- **WHAT TO WORK ON**
In the records that follow, find each line containing "Provençale" and copy it.

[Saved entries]

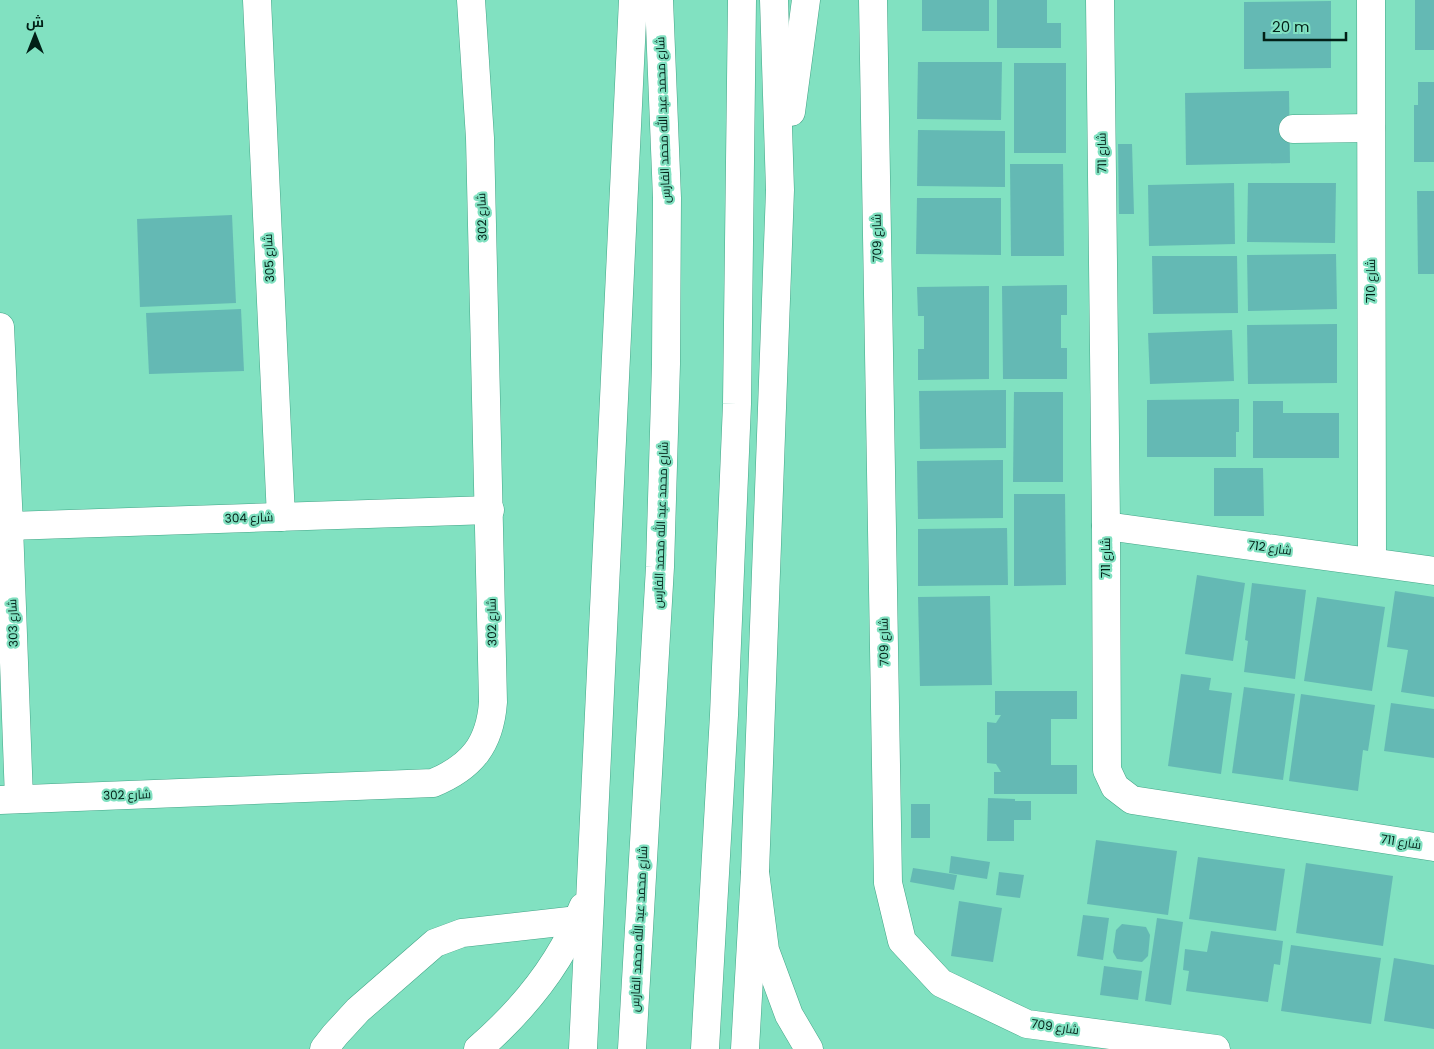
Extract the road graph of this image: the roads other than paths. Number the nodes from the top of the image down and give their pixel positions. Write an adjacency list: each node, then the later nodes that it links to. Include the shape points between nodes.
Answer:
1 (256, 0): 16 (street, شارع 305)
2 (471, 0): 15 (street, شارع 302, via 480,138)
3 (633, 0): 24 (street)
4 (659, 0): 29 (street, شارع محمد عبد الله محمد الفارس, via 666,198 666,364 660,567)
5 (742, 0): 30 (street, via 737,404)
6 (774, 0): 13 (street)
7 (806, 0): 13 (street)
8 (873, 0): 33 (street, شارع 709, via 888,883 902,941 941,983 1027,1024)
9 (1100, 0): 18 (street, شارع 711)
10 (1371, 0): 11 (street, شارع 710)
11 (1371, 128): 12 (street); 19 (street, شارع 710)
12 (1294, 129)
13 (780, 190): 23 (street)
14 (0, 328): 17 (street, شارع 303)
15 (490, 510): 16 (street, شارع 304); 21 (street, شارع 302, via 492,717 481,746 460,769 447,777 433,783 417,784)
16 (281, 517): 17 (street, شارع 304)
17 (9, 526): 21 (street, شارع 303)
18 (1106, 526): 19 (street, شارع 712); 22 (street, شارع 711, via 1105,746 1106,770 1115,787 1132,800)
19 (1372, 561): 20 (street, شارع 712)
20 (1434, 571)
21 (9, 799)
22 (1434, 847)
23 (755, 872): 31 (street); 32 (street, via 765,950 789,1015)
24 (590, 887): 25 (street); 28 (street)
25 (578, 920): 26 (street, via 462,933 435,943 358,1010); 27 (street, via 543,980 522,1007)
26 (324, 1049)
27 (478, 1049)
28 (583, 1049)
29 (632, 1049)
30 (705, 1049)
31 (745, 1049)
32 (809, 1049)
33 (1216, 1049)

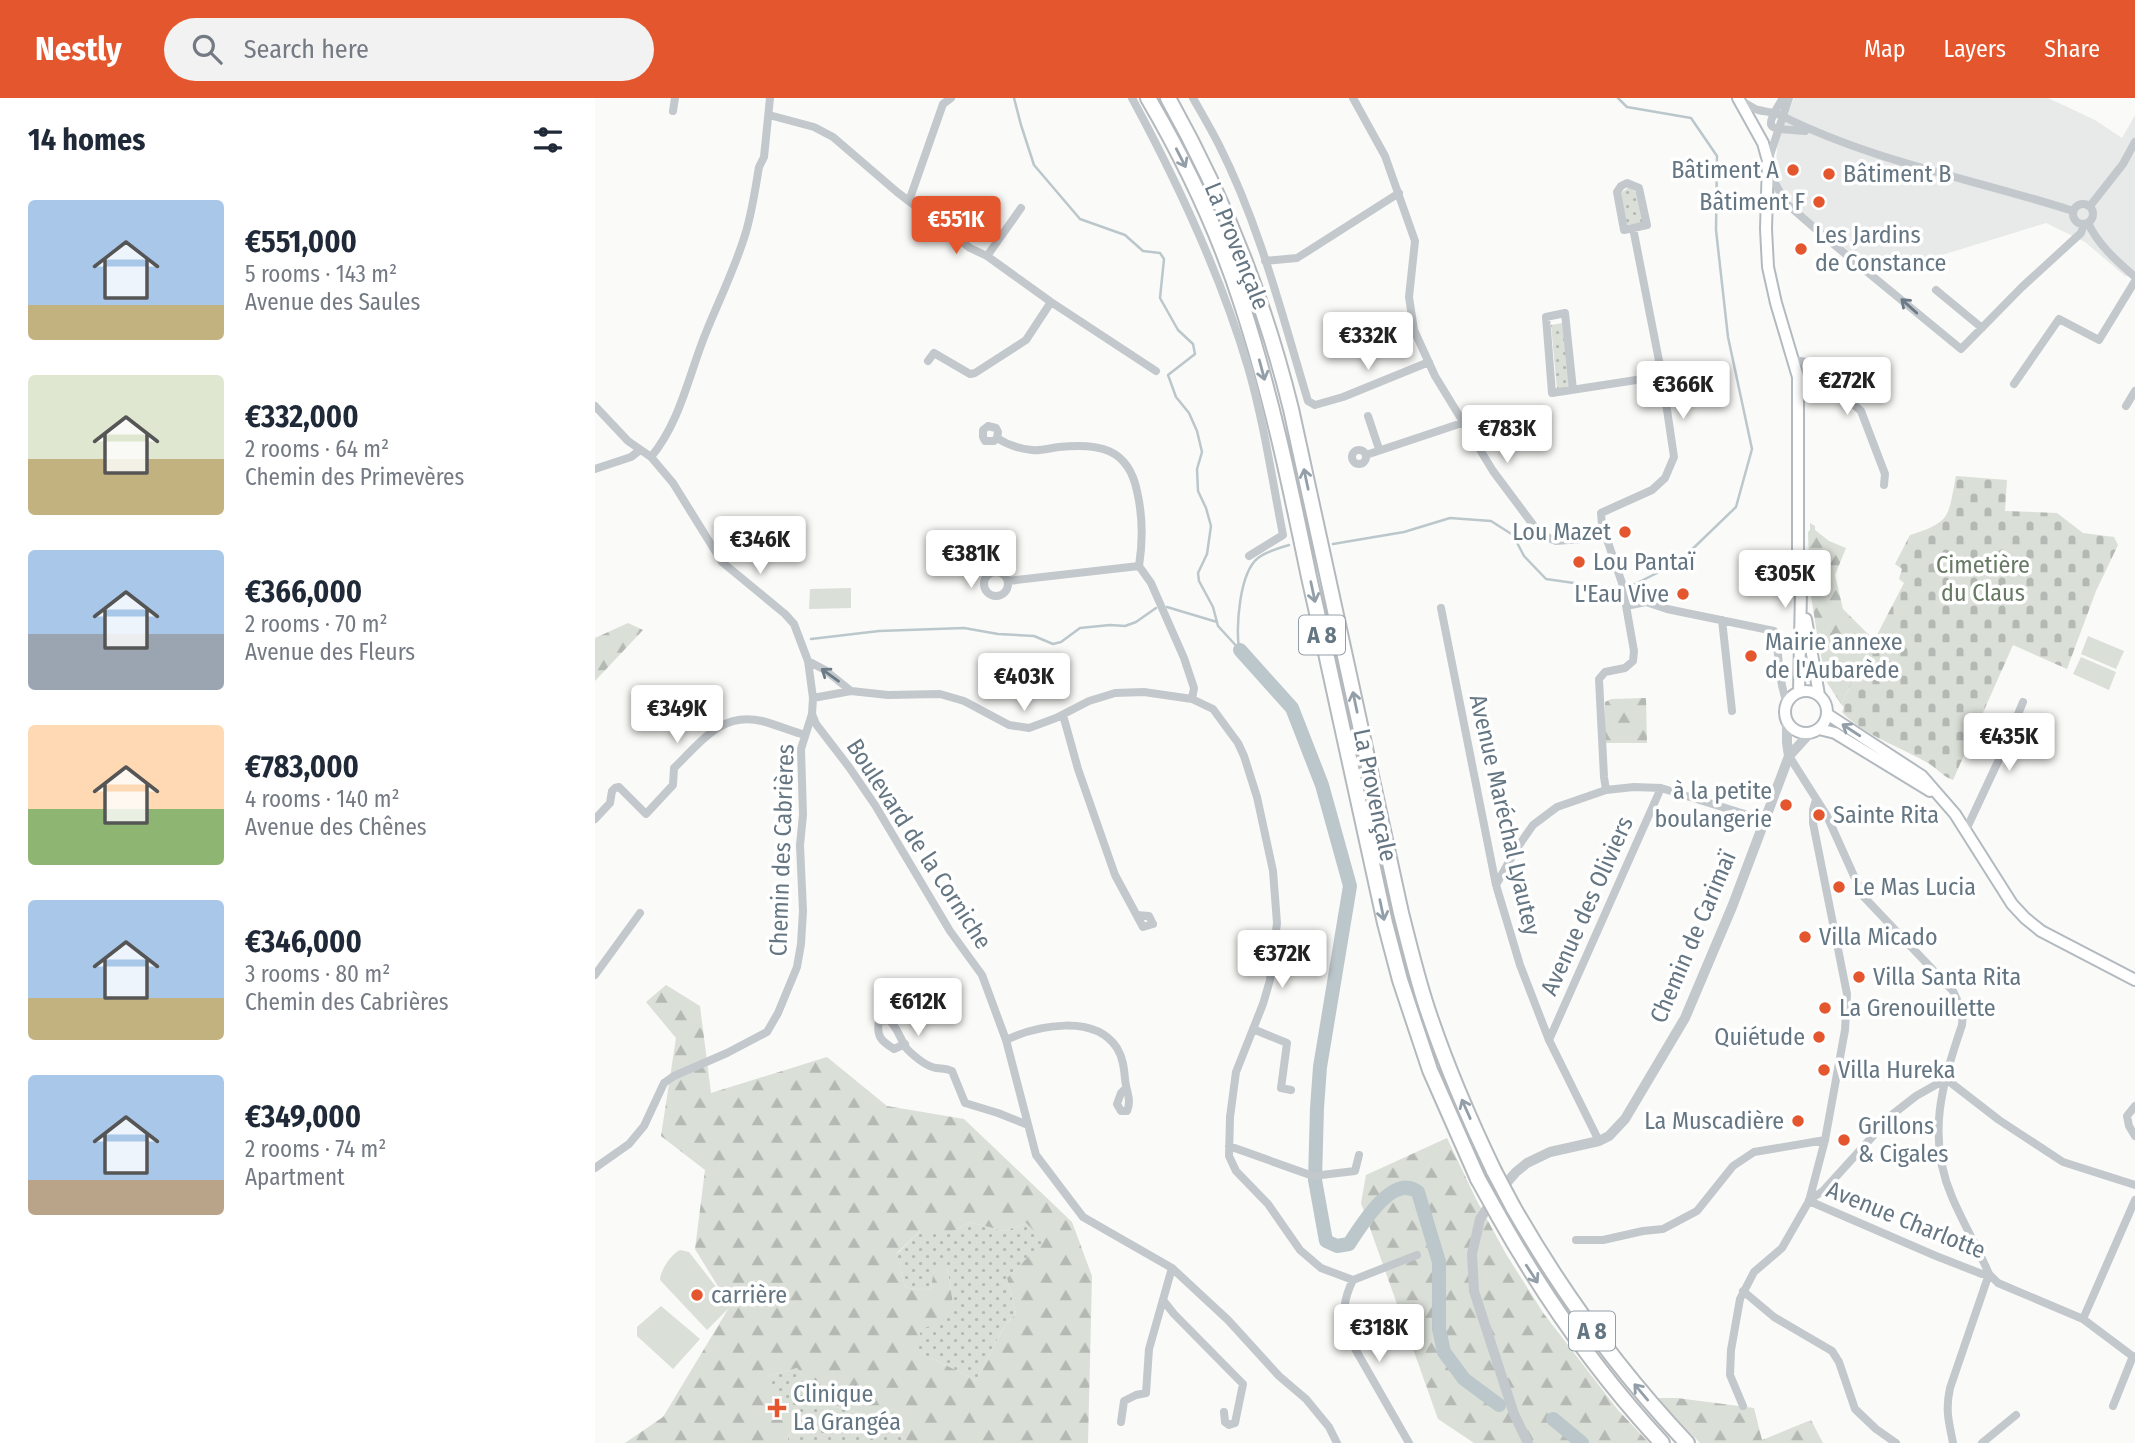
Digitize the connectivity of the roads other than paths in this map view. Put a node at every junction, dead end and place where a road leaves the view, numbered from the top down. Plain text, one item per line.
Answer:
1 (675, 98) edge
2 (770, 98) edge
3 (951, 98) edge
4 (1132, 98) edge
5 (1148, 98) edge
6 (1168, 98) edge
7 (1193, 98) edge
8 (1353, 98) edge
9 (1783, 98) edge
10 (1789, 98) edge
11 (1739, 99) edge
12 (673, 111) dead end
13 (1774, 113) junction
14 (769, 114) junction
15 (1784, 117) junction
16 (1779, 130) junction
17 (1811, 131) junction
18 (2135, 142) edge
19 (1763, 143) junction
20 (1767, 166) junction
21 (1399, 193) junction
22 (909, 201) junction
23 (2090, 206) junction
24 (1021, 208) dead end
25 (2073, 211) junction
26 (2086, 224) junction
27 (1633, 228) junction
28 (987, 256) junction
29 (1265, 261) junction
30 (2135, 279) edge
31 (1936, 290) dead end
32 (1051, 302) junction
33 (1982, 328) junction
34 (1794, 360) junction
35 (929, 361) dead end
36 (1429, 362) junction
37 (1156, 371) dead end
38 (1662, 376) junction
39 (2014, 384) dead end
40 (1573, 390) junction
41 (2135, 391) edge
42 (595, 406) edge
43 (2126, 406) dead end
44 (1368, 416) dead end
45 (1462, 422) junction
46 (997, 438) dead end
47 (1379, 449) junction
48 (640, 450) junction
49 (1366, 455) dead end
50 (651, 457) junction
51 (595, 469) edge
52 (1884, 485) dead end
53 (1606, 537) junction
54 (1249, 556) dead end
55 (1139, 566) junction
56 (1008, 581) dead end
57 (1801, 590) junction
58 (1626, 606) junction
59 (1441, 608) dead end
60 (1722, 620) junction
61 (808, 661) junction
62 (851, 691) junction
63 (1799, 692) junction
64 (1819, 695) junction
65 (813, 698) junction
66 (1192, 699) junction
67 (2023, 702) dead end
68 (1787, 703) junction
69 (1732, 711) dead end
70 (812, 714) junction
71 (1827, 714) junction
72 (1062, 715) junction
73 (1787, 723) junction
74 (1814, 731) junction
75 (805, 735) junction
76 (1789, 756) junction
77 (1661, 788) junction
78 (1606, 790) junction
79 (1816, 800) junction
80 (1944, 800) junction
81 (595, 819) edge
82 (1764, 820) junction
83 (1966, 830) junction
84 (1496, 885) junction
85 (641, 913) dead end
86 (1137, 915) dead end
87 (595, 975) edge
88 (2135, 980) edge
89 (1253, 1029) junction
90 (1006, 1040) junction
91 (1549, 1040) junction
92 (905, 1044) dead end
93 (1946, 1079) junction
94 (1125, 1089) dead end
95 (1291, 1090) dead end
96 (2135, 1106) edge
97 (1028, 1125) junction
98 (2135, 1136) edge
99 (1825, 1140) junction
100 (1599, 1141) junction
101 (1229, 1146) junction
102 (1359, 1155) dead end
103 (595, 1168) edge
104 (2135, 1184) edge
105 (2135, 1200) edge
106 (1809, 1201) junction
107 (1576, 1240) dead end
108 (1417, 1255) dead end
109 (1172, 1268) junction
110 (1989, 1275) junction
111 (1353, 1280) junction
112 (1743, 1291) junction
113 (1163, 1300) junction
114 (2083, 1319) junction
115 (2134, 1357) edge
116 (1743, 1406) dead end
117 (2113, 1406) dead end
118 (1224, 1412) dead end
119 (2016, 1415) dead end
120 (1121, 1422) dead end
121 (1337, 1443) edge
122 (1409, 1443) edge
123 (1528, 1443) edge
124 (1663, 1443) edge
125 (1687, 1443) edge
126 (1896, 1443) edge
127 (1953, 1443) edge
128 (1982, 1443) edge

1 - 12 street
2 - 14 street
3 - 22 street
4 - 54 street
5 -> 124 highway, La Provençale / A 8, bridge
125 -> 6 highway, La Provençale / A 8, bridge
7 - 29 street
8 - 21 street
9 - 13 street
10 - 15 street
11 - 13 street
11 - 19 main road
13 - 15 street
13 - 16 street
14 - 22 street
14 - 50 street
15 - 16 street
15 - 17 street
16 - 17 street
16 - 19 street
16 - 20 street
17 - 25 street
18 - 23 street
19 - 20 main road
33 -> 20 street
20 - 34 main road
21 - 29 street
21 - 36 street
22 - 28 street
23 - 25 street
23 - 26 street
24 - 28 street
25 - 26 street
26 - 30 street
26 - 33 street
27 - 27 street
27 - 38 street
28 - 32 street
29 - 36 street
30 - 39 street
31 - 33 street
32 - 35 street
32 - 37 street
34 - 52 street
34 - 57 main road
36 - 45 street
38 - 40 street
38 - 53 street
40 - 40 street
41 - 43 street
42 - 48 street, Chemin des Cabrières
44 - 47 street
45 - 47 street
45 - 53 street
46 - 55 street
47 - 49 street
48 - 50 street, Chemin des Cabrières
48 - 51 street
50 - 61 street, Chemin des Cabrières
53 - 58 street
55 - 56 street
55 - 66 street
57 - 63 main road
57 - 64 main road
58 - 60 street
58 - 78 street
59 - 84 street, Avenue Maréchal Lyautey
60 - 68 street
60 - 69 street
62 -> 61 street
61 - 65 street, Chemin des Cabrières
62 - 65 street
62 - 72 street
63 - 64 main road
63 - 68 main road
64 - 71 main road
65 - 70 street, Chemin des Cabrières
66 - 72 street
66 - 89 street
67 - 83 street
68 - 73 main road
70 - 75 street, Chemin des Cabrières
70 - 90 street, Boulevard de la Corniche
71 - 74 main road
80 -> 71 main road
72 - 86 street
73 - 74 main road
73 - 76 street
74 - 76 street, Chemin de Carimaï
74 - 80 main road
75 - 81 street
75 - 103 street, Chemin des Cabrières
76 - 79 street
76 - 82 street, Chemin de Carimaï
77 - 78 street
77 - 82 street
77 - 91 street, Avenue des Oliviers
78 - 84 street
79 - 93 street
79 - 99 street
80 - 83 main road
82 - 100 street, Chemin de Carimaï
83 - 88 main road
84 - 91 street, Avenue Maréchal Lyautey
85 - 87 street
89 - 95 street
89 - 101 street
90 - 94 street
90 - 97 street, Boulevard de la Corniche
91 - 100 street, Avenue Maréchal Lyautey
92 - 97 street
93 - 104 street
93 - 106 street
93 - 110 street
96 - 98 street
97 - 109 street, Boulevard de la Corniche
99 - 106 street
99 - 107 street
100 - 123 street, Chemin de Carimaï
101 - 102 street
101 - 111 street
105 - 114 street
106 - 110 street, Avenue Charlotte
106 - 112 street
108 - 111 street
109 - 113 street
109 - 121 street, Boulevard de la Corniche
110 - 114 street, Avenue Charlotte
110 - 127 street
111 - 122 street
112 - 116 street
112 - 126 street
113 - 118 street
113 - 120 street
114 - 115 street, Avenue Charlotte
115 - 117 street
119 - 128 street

- **RESPONSE**
5 -> 124 highway, La Provençale / A 8, bridge
125 -> 6 highway, La Provençale / A 8, bridge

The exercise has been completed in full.